7 - Hilang Kendali

18 5 0
                                        


***

"Kemaren waktu gue sama Fisya ke rumah mang Ujang, dia lihat tante Ineu lagi katanya."

"Gak mungkin, gue gak percaya."

"Serius, gue yakin dia gak bohong."

"Rel, Rel. Lo tau sendiri kan dia udah mati?"

"Bisa jadi enggak."

"Mustahil."

"Gak mustahil juga, tante Ineu itu 'temen'nya banyak. Gue bisa pastiin."

"Jadi maksud lo yang tabrakan sama Dira itu temennya tante Ineu?"

Farel mengangkat sebelah alisnya.

"Dira juga waktu meninggalnya gak wajar, jadi bisa aja belum bener-bener mati. Yakan?" ucap Farel.

"Itu dia, Rel. Di bayangan gue, Dira bilang kalo dia belum mati. Dia juga ungkit-ungkit masalalu. Lo tau sendiri, Rel. Kalau soal masalalu itu jelas gue banget yang berdosa," ungkap Jessica.

"Mungkin mimpi itu pas lo lagi koma."

"Bisa jadi," ucap Jessica santai.

"Masalalu apa?" Fisya mematung di ambang pintu.

Jantungnya berdetak cepat. Jessica berfikir keras bagaimana menjelaskan semuanya pada Fisya. Bagaimana bisa Fisya tiba-tiba ada di dekat mereka. Padahal sedari tadi ia meminta izin keluar untuk membersihkan rumah.

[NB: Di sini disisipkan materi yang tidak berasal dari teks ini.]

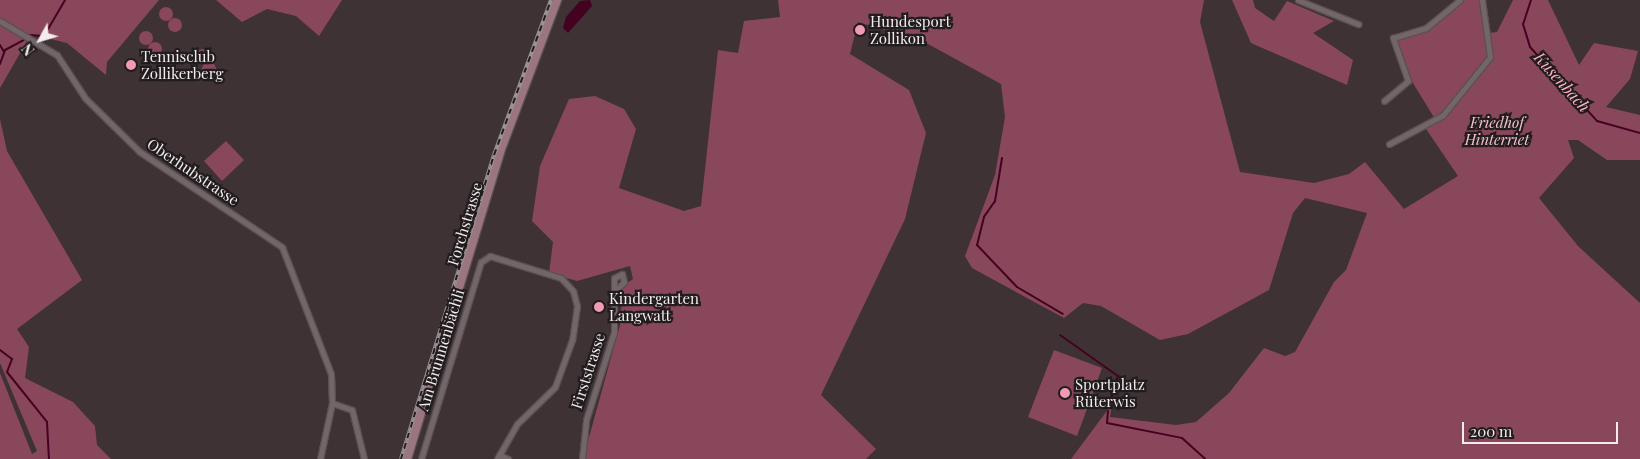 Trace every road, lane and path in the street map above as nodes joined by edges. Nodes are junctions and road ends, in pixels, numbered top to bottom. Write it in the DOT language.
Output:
graph roads {
  1 [pos="557,0"];
  2 [pos="1298,0"];
  3 [pos="1460,0"];
  4 [pos="1482,0"];
  5 [pos="0,21"];
  6 [pos="1358,24"];
  7 [pos="1384,101"];
  8 [pos="1389,144"];
  9 [pos="615,291"];
  10 [pos="332,403"];
  11 [pos="498,457"];
  12 [pos="320,459"];
  13 [pos="364,459"];
  14 [pos="407,459"];
  15 [pos="421,459"];
  16 [pos="508,459"];
  17 [pos="582,459"];
  1 -- 14 [label="main road, Forchstrasse"];
  2 -- 6 [label="street"];
  3 -- 7 [label="street"];
  4 -- 8 [label="street"];
  5 -- 10 [label="street, Oberhubstrasse"];
  9 -- 17 [label="street, Firststrasse"];
  10 -- 12 [label="street, Oberhubstrasse"];
  10 -- 13 [label="street"];
  11 -- 15 [label="street, Am Brunnenbächli"];
  11 -- 16 [label="street"];
}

Apakah Fisya menguping sejak tadi?

"Bukan apa-apa. Masalah kecil yang di besar-besarin." Farel mendekati Fisya, ia mengusap pelan pundaknya. Lantas Fisya menolaknya dengan kasar.

"Masalalu apa Jes? Apa ada yang lo sembunyiin dari gue?"

Sejak cekcok tadi pagi, Fisya semakin frontal. Suara yang keluar dari mulutnya tak selembut biasanya. Panggilan lo-gue ia pakai baru saja, tidak seperti biasa.

"Sya, lo tau kan semua rahasia keluarga gue. Gak mungkin ada yang gue disembunyiin," jelas Jessica sembari memelas di hadapan wajah sangar baru-baru ini.

"Fisya ngeliat tante Ineu aja lo kekeuh gak percaya. Padahal? Ini buat hidup lo juga!" Ia memalingkan wajah dari hadapan Jessica. Keduanya berdebat begitu sengit.

"Iya gue percaya. Maaf..."

"Percaya diri boleh, tapi gak terlalu percaya sama orang juga gak baik," ucap Fisya. "Punya pendirian emang harus, tapi ngeliat kenyataan juga perlu."

Farel menangkap sesuatu yang membuat keduanya selalu sehati. Perdebatan-perdebatan kecil yang nantinya akan berbuah besar. Hal itulah yang membuat mereka tidak pernah saling menyakiti, melainkan membeberkannya agar tidak ada salah paham apapun.

"Maaf."

Sore ini mereka mengemasi barang-barang untuk pulang ke rumah. Begitupun Farel, ia harus pergi meninggalkan Indonesia untuk sementara waktu. Urusannya di Singapur belum benar-benar tuntas.